Table needed to map baseline board CMIB hostnames to baseline board serial numbers is now updated automatically (instead of being maintained manually) by retrieving an XML document from the MCCC.
20100817
New version of CBE s/w is available in WIDAR production environment.
Fixed some issues related to data structures within the slave node pipeline processes shared by multiple threads (e.g, more mutexes, avoiding deadlock conditions, etc.).
Mapping algorithm that assigns WIDAR products to CBE addresses has been re-implemented as a C extension to Python.
Configuration files are now passed to slave node processes by reference (i.e, file path) rather than by value.

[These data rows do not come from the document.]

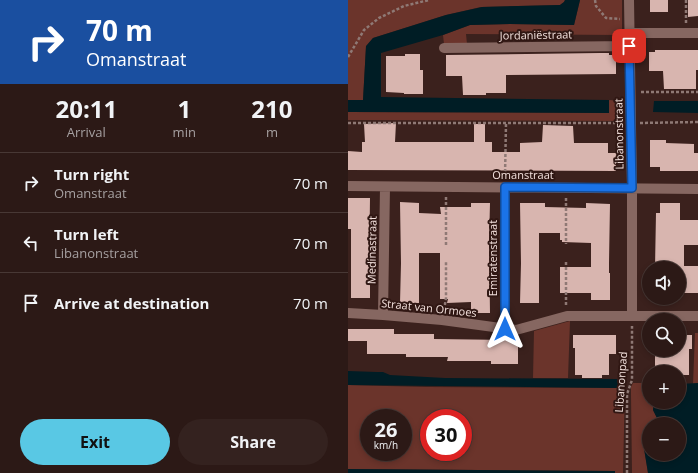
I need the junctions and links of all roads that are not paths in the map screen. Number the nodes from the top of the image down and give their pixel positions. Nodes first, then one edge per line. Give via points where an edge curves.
1 (629, 0) edge
2 (629, 33) junction
3 (698, 33) edge
4 (629, 46) junction
5 (444, 48) dead end
6 (348, 186) edge
7 (385, 187) junction
8 (505, 187) junction
9 (632, 188) junction
10 (698, 189) edge
11 (348, 313) edge
12 (383, 315) junction
13 (632, 316) junction
14 (698, 316) edge
15 (505, 329) junction

1 - 2 street, Libanonstraat
2 - 3 street
2 - 4 street, Libanonstraat
4 - 5 street, Jordaniëstraat
4 - 9 street, Libanonstraat
6 - 7 street, Omanstraat
7 - 8 street, Omanstraat
7 - 12 street, Medinastraat
8 - 9 street, Omanstraat
8 - 15 street, Emiratenstraat
9 - 10 street, Omanstraat
9 - 13 street, Libanonstraat
11 - 12 street, Straat van Ormoes
12 - 15 street, Straat van Ormoes
13 - 14 street, Straat van Ormoes
13 - 15 street, Straat van Ormoes via 567,316 516,330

Fixed improper implementation of open/release in the FUSE-based pipelinefs filesystem. This bug in the master/slave communication channel was the cause of unreliable signaling of activation times and new subscans from master to slave node processes.
Fixed management of shared memory buffers to avoid invalid memory references after a shared memory buffer has been freed.
Queue visibilities that arrive at the pipeline output element prior to the opening of the output file for a sub-scan.
Properly synchronize and serialize the initialization of output files across slave node processes.
20100730
New version of CBE s/w is available in WIDAR production environment. This version should be "stowed" before 1700 today.
Activation times and start of subscan times are rounded to the nearest 10 ms after conversion to "WIDAR time" values (i.e, epoch/seconds/cycles).
Parallelized additional "wcbetool" commands (including blf-on/off), start_subscan and stop_subscan commands, and d10server's interaction with slave node processes.
Changes to ensure that "pending" start/stop subscan commands (that is, those that arrive before the corresponding configuration is ready) are processed in the correct order after the configuration is ready.
Improvements to shared memory management by slave node processes.
Improvements to process restart mechanisms for slave nodes.
Improvements in internal state machine models of configurations, activations, subscans, pipelines and processes in the cbe, and their implementation.
Environment changes:
Installation of /etc/romio-hints on all cbe nodes. This file is for tuning certain MPI-IO calls, and, in this instance, ensures that collective buffering is not done by the master node (cbe-control).
20100702
New version of CBE s/w installed in WIDAR production environment (in the late afternoon of Friday, July 2).